I'm traning on server with two GPU RTX 2080Ti. Is it normal?
And which server the pretrained model?
- it's abnormal.
- pretrained model: https://github.com/wenet-e2e/wespeaker/blob/master/docs/pretrained.md
Thanks @cdliang11 We've fix the issue because the RAM is to small. Now we train on 02 RXT3090, It takes 3minutes/100 batch size. Is is normal:
Speed bottleneck should be related to cpu and IO, you can try to increase num_workers.
Hi @cdliang11 , Can you share the configure for traning Resnet221. In the voxceleb/v2, There are no example configure for Resnet211. I found the Resnet211_LM in huggingface, but it seems that it is configure for LM, the postprocess of from the Resnet221?
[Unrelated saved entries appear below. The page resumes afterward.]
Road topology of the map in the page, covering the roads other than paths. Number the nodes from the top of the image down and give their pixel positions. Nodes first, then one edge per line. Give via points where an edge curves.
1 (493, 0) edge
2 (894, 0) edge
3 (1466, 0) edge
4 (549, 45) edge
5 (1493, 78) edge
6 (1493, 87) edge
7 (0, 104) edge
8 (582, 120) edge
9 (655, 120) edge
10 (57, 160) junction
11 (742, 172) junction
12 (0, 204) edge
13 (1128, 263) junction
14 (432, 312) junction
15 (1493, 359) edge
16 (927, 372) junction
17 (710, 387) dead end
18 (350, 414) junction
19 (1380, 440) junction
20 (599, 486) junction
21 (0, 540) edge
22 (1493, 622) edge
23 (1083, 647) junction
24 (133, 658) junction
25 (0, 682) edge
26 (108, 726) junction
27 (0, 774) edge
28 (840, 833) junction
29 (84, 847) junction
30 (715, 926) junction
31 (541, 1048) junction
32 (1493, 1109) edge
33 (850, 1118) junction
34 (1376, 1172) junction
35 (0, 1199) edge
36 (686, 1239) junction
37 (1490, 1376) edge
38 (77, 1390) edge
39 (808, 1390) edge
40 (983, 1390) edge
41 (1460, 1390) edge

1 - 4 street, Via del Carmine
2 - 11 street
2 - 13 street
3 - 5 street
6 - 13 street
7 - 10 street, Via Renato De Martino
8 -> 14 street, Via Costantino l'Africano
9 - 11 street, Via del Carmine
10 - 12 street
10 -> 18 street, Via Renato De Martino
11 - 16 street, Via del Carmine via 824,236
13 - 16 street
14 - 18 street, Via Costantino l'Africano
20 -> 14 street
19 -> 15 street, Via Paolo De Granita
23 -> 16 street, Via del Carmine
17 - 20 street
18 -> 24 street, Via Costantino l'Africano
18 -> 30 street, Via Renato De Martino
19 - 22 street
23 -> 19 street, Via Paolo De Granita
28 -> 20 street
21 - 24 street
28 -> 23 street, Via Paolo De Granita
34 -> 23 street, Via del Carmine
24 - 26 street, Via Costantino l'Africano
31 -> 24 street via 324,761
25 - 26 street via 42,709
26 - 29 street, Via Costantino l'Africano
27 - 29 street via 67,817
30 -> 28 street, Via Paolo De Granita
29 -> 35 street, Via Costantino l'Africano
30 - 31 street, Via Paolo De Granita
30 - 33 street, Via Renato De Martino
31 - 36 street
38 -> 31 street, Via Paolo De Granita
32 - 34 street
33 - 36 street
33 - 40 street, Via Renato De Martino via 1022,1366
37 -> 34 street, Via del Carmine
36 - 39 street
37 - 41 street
I checked voxceleb_resnet221_LM.yaml on huggingface. But, I found that it should be voxceleb_resnet221.yaml. Sorry, it might be a typo. You can use it directly. https://huggingface.co/Wespeaker/wespeaker-voxceleb-resnet221-LM/blob/main/voxceleb_resnet221_LM.yaml
@hungnvk54 I think it is normal. The picture shows the training early, only 100 batches have passed, and no complete epoch has passed.
Hi @cdliang11 I have a question about my custom model training. I'm in the first epoch and while the loss is decreasing, the accuracy is still 0. Is this normal behavior for the beginning of training, or could this indicate a problem? Thanks for your help!